Loading learning content...
In a perfect world, every remote call would succeed on the first attempt. Reality, however, is far more complex. Networks experience transient congestion, services momentarily overload, and infrastructure components undergo brief interruptions. The question facing every distributed systems engineer isn't whether failures will occur, but how to respond when they do.
Retry logic is one of the most powerful—and most dangerous—tools in your resilience toolkit. Implemented correctly, retries allow systems to automatically recover from transient failures without human intervention, providing seamless resilience that users never notice. Implemented incorrectly, retries can transform minor hiccups into cascading catastrophes, amplifying load during outages and turning recoverable situations into system-wide meltdowns.
This page establishes the fundamental decision framework for retry logic: understanding when to retry, why that distinction matters, and how to classify failures accurately. Before you ever consider backoff algorithms or jitter strategies, you must first master this critical question: Should you retry at all?
By the end of this page, you will understand the distinction between transient and permanent failures, master a systematic framework for retry decisions, recognize the dangers of inappropriate retries, and know how to classify different failure types for optimal retry strategies. This knowledge forms the foundation for all subsequent retry pattern discussions.
Before discussing retry strategies, we must understand the taxonomy of failures in distributed systems. Not all failures are created equal, and treating them identically leads to either missed recovery opportunities or catastrophic retry storms.
The Fundamental Distinction: Transient vs Permanent
Every failure in a distributed system falls into one of two broad categories:
Transient failures are temporary conditions that resolve spontaneously over time. The underlying cause—network congestion, temporary resource exhaustion, brief service restart—is self-correcting. If you simply wait and try again, the request will likely succeed. These are the ideal candidates for retry.
Permanent failures represent conditions that will not change regardless of how long you wait or how many times you retry. A malformed request, an invalid authentication token, a deleted resource—these errors indicate fundamental problems that require different handling: code changes, user intervention, or graceful degradation.

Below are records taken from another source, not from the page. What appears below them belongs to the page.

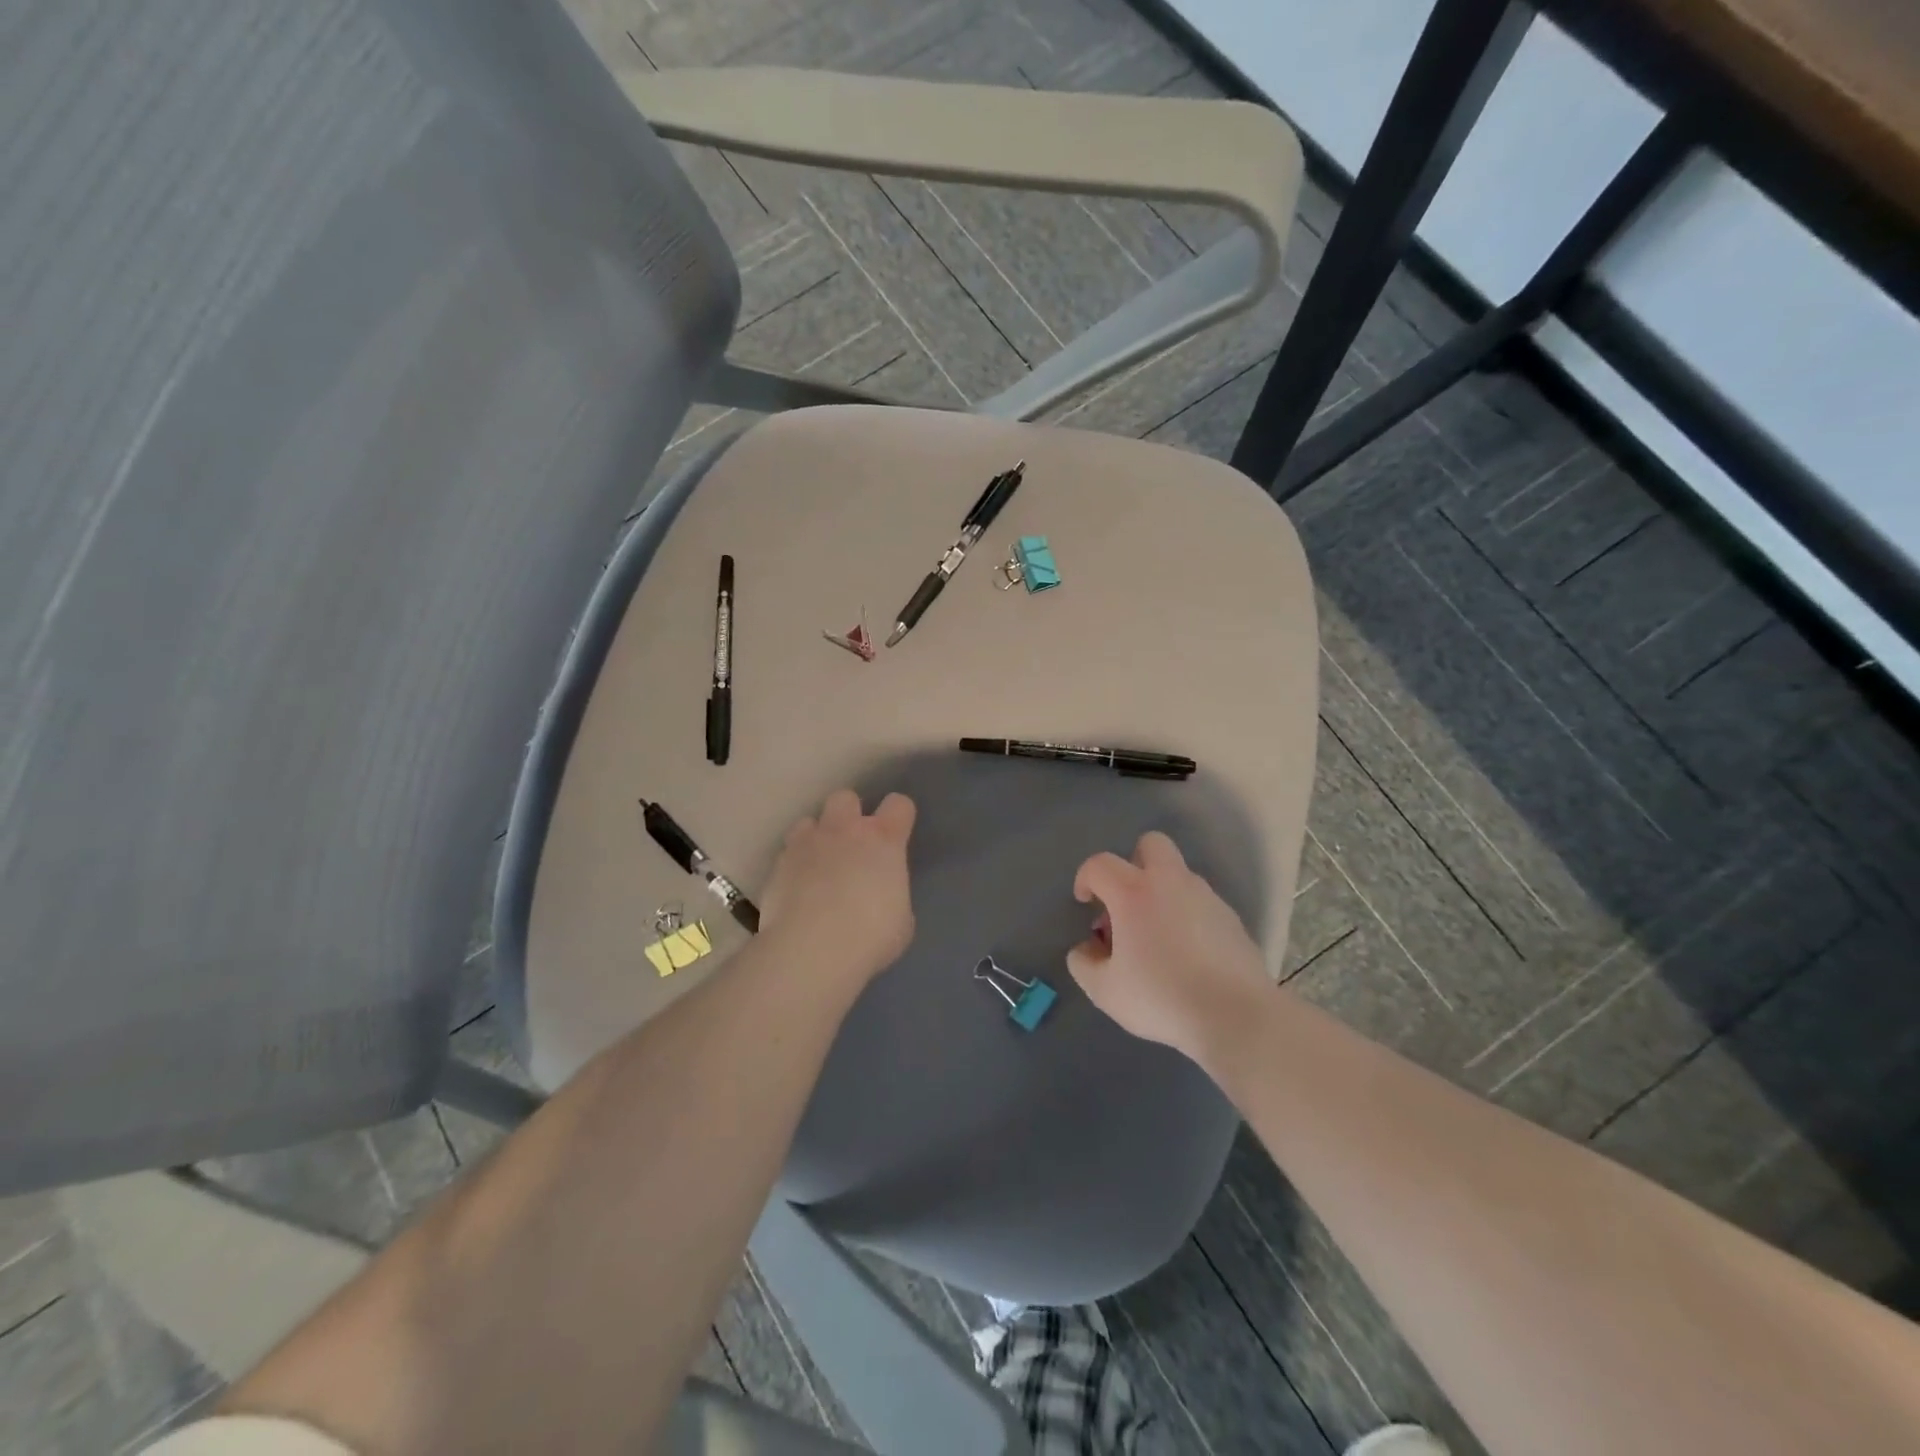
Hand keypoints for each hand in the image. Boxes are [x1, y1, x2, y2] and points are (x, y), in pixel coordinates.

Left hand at [760, 789, 916, 983]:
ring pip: (809, 821)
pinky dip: (794, 866)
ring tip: (818, 866)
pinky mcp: (778, 864)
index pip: (898, 804)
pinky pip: (788, 853)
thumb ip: (891, 893)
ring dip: (816, 838)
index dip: (898, 816)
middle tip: (851, 846)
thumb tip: (881, 894)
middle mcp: (844, 830)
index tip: (897, 833)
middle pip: (846, 798)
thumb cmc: (870, 936)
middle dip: (849, 815)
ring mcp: (807, 844)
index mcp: (883, 840)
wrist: (811, 950)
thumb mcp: (900, 918)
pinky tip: (797, 891)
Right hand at [1066, 831, 1269, 1063]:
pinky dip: (1187, 916)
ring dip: (1162, 893)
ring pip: (1179, 875)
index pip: (1100, 864)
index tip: (1085, 904)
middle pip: (1151, 844)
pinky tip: (1187, 955)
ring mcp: (1207, 898)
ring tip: (1157, 938)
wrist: (1236, 1017)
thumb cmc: (1161, 997)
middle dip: (1133, 863)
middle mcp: (1171, 883)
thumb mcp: (1104, 990)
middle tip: (1126, 902)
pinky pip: (1201, 904)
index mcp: (1134, 892)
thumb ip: (1083, 963)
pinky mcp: (1232, 919)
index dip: (1085, 878)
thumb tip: (1086, 949)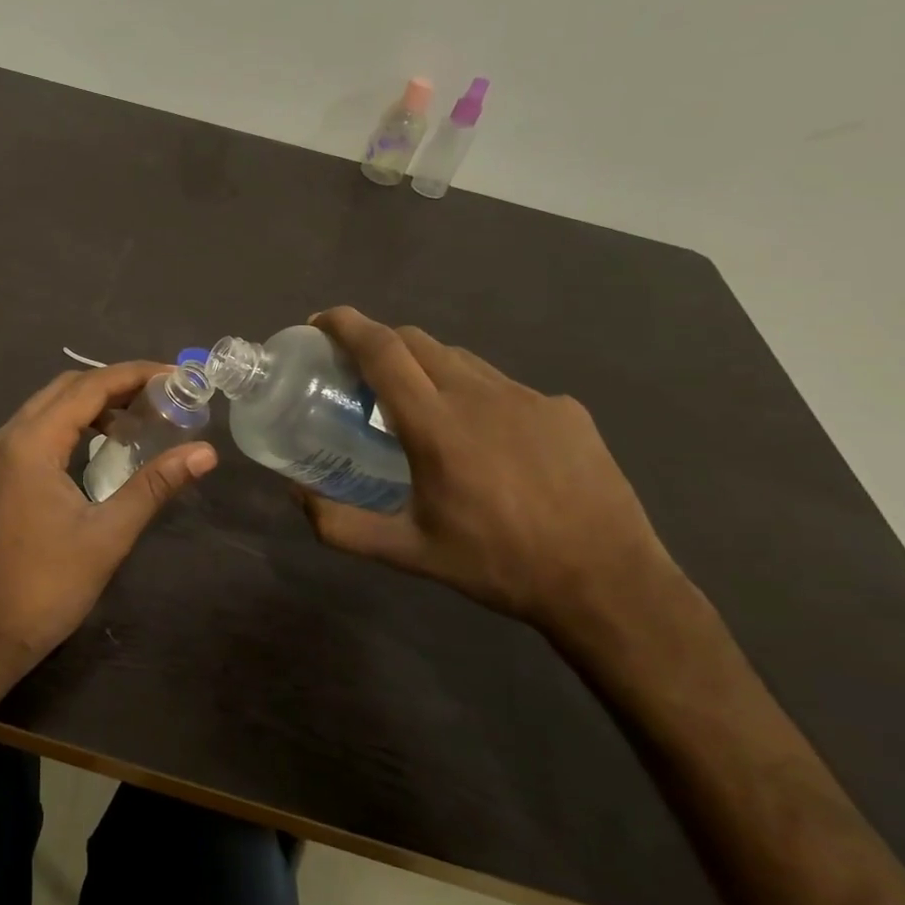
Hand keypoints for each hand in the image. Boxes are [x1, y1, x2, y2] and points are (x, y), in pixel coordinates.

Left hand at [0, 362, 216, 672]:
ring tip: (140, 416)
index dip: (134, 375)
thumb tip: (205, 453)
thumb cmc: (47, 585)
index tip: (174, 375)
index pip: (88, 388)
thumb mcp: (108, 534)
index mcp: (31, 443)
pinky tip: (103, 444)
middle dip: (115, 383)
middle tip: (163, 394)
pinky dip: (72, 424)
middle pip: (66, 388)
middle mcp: (8, 436)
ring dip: (92, 403)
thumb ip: (155, 485)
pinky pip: (38, 429)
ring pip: (49, 407)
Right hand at [299, 307, 685, 638]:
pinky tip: (486, 438)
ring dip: (426, 366)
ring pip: (460, 359)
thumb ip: (341, 525)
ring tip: (420, 404)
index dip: (346, 325)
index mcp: (435, 424)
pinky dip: (476, 395)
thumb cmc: (498, 564)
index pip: (382, 350)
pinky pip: (504, 385)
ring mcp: (527, 397)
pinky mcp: (564, 408)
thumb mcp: (409, 553)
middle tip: (360, 371)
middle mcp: (479, 395)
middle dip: (379, 342)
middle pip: (416, 341)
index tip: (320, 322)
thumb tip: (296, 496)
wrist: (608, 583)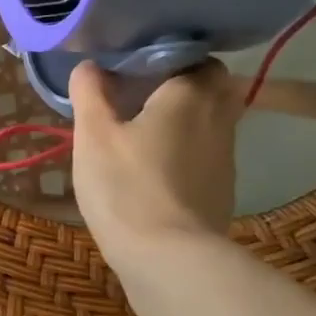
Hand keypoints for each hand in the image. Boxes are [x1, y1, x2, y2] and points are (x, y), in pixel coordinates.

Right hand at [69, 60, 242, 263]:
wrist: (168, 260)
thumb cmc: (126, 186)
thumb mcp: (93, 135)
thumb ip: (90, 93)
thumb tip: (90, 65)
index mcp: (191, 95)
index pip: (198, 57)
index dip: (169, 56)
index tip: (136, 65)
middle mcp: (219, 119)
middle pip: (213, 88)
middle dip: (184, 84)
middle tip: (141, 92)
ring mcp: (225, 158)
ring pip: (212, 121)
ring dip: (185, 118)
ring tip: (142, 127)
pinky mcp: (221, 190)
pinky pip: (206, 153)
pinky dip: (186, 149)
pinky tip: (154, 165)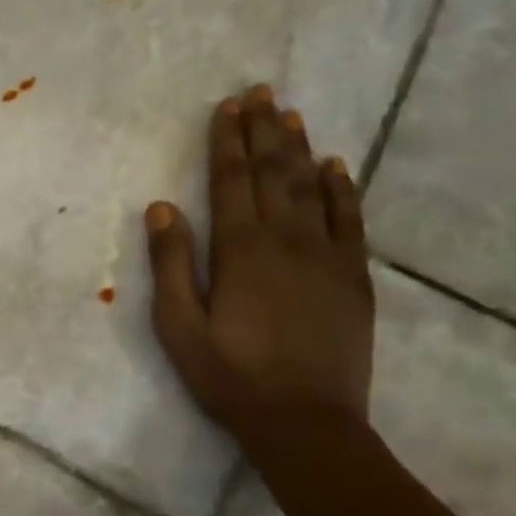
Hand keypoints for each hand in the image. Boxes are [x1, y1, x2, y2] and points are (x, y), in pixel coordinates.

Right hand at [145, 85, 375, 441]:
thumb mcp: (179, 327)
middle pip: (274, 173)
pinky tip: (336, 166)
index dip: (227, 141)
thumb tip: (161, 207)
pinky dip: (343, 189)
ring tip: (290, 114)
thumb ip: (171, 264)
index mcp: (241, 251)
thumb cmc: (231, 377)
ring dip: (300, 148)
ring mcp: (327, 257)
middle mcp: (287, 240)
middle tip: (260, 91)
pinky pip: (351, 221)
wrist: (306, 423)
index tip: (226, 107)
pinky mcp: (354, 278)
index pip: (232, 181)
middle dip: (263, 130)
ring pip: (313, 187)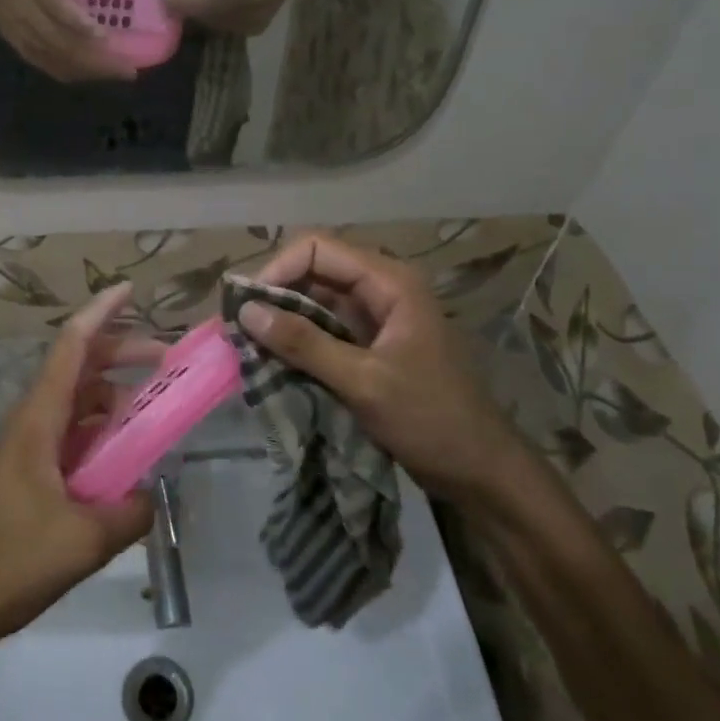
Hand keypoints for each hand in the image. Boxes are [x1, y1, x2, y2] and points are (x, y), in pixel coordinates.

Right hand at [0, 0, 137, 83]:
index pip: (58, 8)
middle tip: (127, 68)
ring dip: (89, 71)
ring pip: (59, 60)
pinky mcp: (24, 50)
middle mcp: (31, 16)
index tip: (104, 36)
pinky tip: (93, 76)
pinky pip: (51, 67)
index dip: (79, 23)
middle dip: (97, 60)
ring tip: (118, 74)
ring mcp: (27, 37)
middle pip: (64, 44)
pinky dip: (74, 74)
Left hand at [0, 284, 156, 652]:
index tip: (130, 288)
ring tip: (155, 413)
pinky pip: (74, 437)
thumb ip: (130, 511)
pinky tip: (127, 458)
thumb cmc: (11, 561)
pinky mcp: (30, 475)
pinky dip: (103, 434)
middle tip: (166, 358)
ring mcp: (29, 448)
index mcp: (39, 420)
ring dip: (115, 398)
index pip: (72, 347)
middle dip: (122, 354)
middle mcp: (33, 423)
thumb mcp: (84, 539)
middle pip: (80, 369)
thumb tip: (151, 495)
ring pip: (78, 404)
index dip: (101, 312)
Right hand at [237, 234, 521, 501]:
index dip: (278, 270)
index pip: (317, 249)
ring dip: (282, 320)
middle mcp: (381, 289)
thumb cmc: (430, 420)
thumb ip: (304, 343)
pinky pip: (323, 329)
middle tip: (238, 328)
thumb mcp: (363, 381)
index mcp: (389, 282)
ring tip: (248, 345)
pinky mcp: (369, 345)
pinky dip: (297, 341)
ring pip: (314, 301)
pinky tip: (272, 360)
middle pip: (313, 271)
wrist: (480, 471)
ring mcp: (375, 318)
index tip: (247, 307)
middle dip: (274, 295)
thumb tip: (245, 312)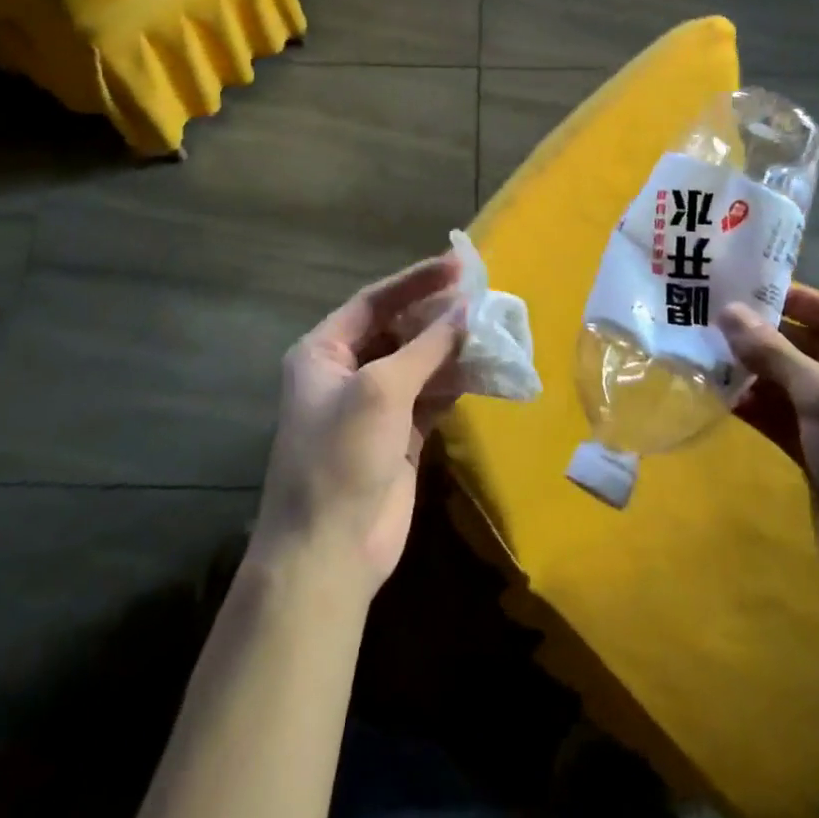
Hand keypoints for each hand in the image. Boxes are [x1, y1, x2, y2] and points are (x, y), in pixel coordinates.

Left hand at [248, 254, 463, 598]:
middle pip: (399, 328)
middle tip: (483, 298)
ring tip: (493, 329)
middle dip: (439, 315)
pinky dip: (456, 382)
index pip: (376, 301)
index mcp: (324, 351)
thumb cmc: (342, 456)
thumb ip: (426, 347)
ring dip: (452, 348)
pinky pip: (432, 395)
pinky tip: (486, 369)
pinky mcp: (400, 434)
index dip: (417, 280)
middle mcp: (348, 370)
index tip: (459, 266)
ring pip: (419, 362)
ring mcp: (375, 404)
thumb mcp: (382, 390)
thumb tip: (466, 311)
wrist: (329, 552)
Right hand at [723, 285, 818, 616]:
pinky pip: (784, 419)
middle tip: (713, 316)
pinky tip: (719, 395)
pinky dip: (756, 406)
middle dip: (766, 335)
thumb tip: (726, 311)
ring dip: (755, 371)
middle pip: (813, 348)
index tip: (744, 284)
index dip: (795, 297)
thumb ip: (775, 353)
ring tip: (706, 351)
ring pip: (793, 385)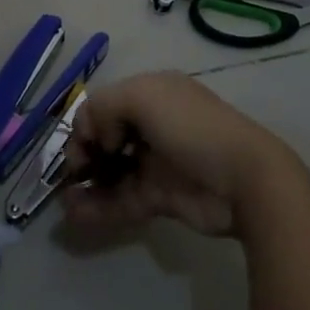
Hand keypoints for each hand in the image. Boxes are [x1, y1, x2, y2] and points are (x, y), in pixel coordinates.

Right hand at [62, 72, 303, 237]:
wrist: (244, 179)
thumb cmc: (191, 128)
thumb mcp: (143, 97)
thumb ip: (104, 107)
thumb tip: (100, 138)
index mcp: (151, 94)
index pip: (106, 104)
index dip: (87, 122)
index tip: (84, 144)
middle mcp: (152, 125)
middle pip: (106, 137)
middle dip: (83, 153)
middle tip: (74, 171)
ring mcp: (157, 163)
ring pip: (111, 171)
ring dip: (85, 183)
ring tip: (64, 198)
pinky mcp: (161, 197)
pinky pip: (121, 200)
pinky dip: (97, 207)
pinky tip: (75, 214)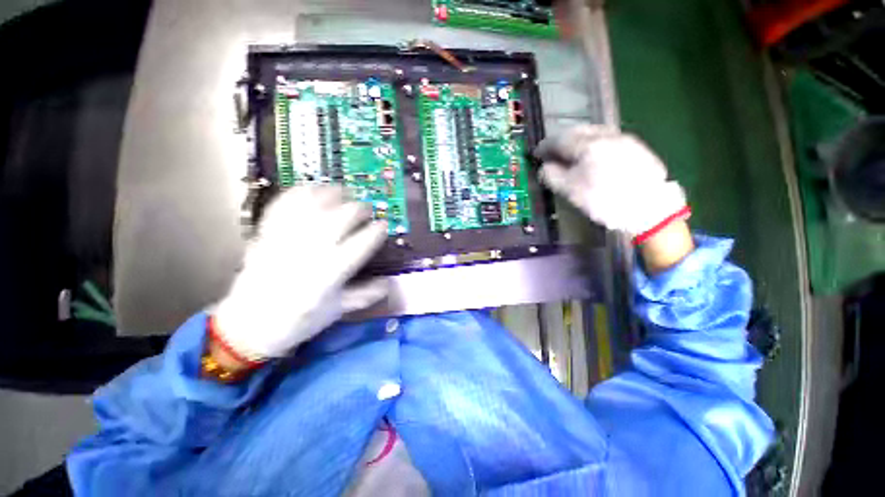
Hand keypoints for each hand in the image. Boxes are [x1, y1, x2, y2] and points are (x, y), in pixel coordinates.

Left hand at [213, 186, 388, 362]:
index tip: (383, 225)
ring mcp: (286, 240)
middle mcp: (310, 252)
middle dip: (359, 209)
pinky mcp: (266, 235)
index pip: (361, 244)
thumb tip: (390, 283)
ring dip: (333, 194)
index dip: (376, 231)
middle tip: (366, 209)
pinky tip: (311, 188)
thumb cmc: (298, 321)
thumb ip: (365, 295)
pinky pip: (283, 205)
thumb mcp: (337, 311)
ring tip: (344, 192)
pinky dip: (299, 193)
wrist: (248, 326)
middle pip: (340, 218)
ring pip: (314, 206)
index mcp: (330, 273)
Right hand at [535, 125, 688, 237]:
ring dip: (578, 140)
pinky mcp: (636, 147)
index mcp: (587, 145)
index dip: (545, 146)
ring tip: (571, 153)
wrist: (650, 208)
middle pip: (577, 130)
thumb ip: (552, 176)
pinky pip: (607, 139)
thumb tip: (545, 167)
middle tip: (552, 152)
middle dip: (561, 140)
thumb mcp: (571, 191)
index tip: (536, 154)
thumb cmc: (604, 200)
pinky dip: (593, 144)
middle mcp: (606, 135)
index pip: (559, 139)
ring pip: (594, 132)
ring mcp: (624, 139)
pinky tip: (593, 156)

| Characteristic | Transient Failures | Permanent Failures |
|---|---|---|
| Self-correcting | Yes - resolve without intervention | No - require external action |
| Time-dependent | Likely to succeed if retried later | Will fail indefinitely |
| Root cause | Temporary system conditions | Fundamental request/state problems |
| Retry value | High - automatic recovery | None - wastes resources |
| Correct response | Retry with backoff | Fail fast, escalate, or degrade |
| Examples | Network timeout, 503 Service Unavailable | 400 Bad Request, 404 Not Found |
Why This Distinction Matters Operationally
Misclassifying failures has severe consequences in both directions:
Treating permanent failures as transient (retry what shouldn't be retried):
Treating transient failures as permanent (fail fast when you should retry):
In practice, classifying failures isn't always straightforward. A timeout could indicate transient network congestion (retry) or a permanently deadlocked service (don't retry). An HTTP 500 might be a momentary glitch or a fundamental bug. The art of retry policy design lies in making classification decisions that are correct in the common case while minimizing harm when classification is wrong.
Transient failures are the primary target for retry logic—situations where the same request, made moments later, has a reasonable probability of success. Understanding common transient failure patterns helps you design effective retry policies.
Network-Level Transient Failures
Network infrastructure introduces numerous opportunities for transient failures:
Connection timeouts: The remote server exists and is healthy, but momentary network congestion prevents establishing a connection within the timeout window.
Read/write timeouts: A connection was established but data transfer stalled due to temporary bandwidth constraints or packet loss.
Connection resets: TCP RST packets received due to transient network equipment issues, NAT table expirations, or brief service interruptions.
DNS resolution failures: Temporary DNS server unreachability or propagation delays.
TLS handshake failures: Transient issues during secure connection establishment, often related to clock skew or temporary certificate validation issues.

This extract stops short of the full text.